Re: Question for LKCD maintainers - How about adding a debug flag to crash and only calling abort() if crash is started with '-d' flag provided?

Dave Anderson <anderson@xxxxxxxxxx> · Wed, 02 Jan 2008 10:29:24 -0500

Piet Delaney wrote:
Dave Anderson wrote:

Long after I stopped tinkering with the LKCD code in crash,
changes were contributed to support physical memory zones
in the LKCD dumpfile format.


Hi Dave:

That could easily have been me.    I added zone support to the
LKCD kernel and lcrash code and then updated your crash code
to support zones. I kinda recall LKCD not dumping in monotonically
increasing order and my modifying your crash code to live with this
new feature in the LKCD dumps. I was trying to get the LKCD folks into
supporting crash in addition to lcrash but failed to get any support from
Tom Morano or Matt Robinson. I didn't realize that I had broken crash
with the zone changes and felt responsible to fix crash to deal with this
change that I had made. I also like the crash interface over the lcrash
interface. I proposed to Tom using the elf format like KEXEC uses but
he didn't go for it. I don't know why we can't hid additional crash info
into ELF files and maintain as much compatibility as possible.

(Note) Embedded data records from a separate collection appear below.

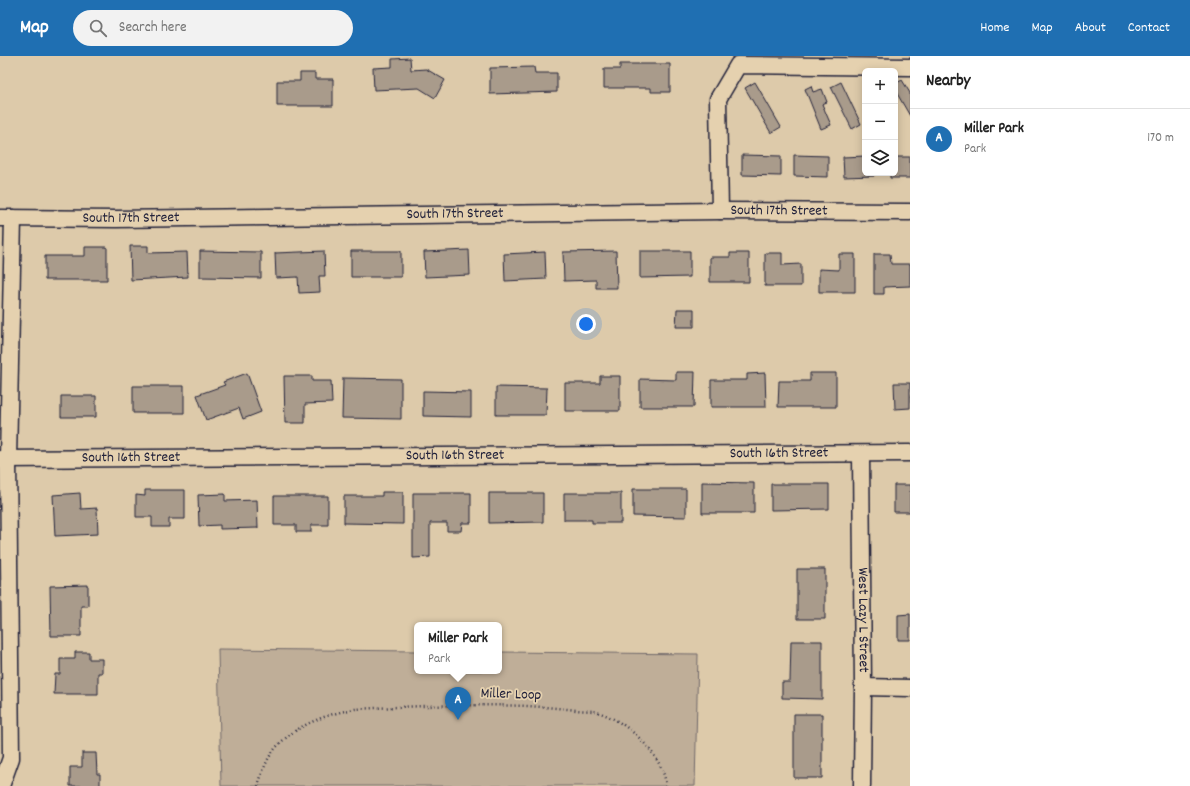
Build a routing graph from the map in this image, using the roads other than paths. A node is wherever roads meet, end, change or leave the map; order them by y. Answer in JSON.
{"nodes":[{"id":1,"x":910,"y":66,"type":"edge"},
{"id":2,"x":720,"y":211,"type":"junction"},
{"id":3,"x":910,"y":212,"type":"edge"},
{"id":4,"x":6,"y":218,"type":"edge"},
{"id":5,"x":910,"y":453,"type":"edge"},
{"id":6,"x":861,"y":454,"type":"junction"},
{"id":7,"x":4,"y":459,"type":"edge"},
{"id":8,"x":863,"y":687,"type":"junction"},
{"id":9,"x":910,"y":688,"type":"edge"},
{"id":10,"x":1,"y":786,"type":"edge"},
{"id":11,"x":862,"y":786,"type":"edge"}],
"edges":[{"from":1,"to":2,"type":"street"},
{"from":2,"to":3,"type":"street","name":"South 17th Street"},
{"from":2,"to":4,"type":"street","name":"South 17th Street"},
{"from":4,"to":7,"type":"street"},
{"from":5,"to":6,"type":"street","name":"South 16th Street"},
{"from":6,"to":7,"type":"street","name":"South 16th Street"},
{"from":6,"to":8,"type":"street","name":"West Lazy L Street"},
{"from":7,"to":10,"type":"street"},
{"from":8,"to":9,"type":"street"},
{"from":8,"to":11,"type":"street","name":"West Lazy L Street"}]}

 Specifically there is this
piece of save_offset() in lkcd_common.c:

       /* find the zone */
       for (ii=0; ii < lkcd->num_zones; ii++) {
               if (lkcd->zones[ii].start == zone) {
                       if (lkcd->zones[ii].pages[page].offset != 0) {
                          if (lkcd->zones[ii].pages[page].offset !=
off) {
                               error(INFO, "conflicting page: zone
%lld, "
                                       "page %lld: %lld, %lld !=
%lld\n",
                                       (unsigned long long)zone,
                                       (unsigned long long)page,
                                       (unsigned long long)paddr,
                                       (unsigned long long)off,
                                       (unsigned long long) \
                                          
lkcd->zones[ii].pages[page].offset);
                               abort();
                          }
                          ret = 0;
                       } else {
                          lkcd->zones[ii].pages[page].offset = off;
                          ret = 1;
                       }
                       break;
               }
       }

The printf looks a bit like my coding style, though I don't know
why (I ?)  decided to abort() in this case. I suppose the idea is
to look at the situation with gdb on the resulting core file.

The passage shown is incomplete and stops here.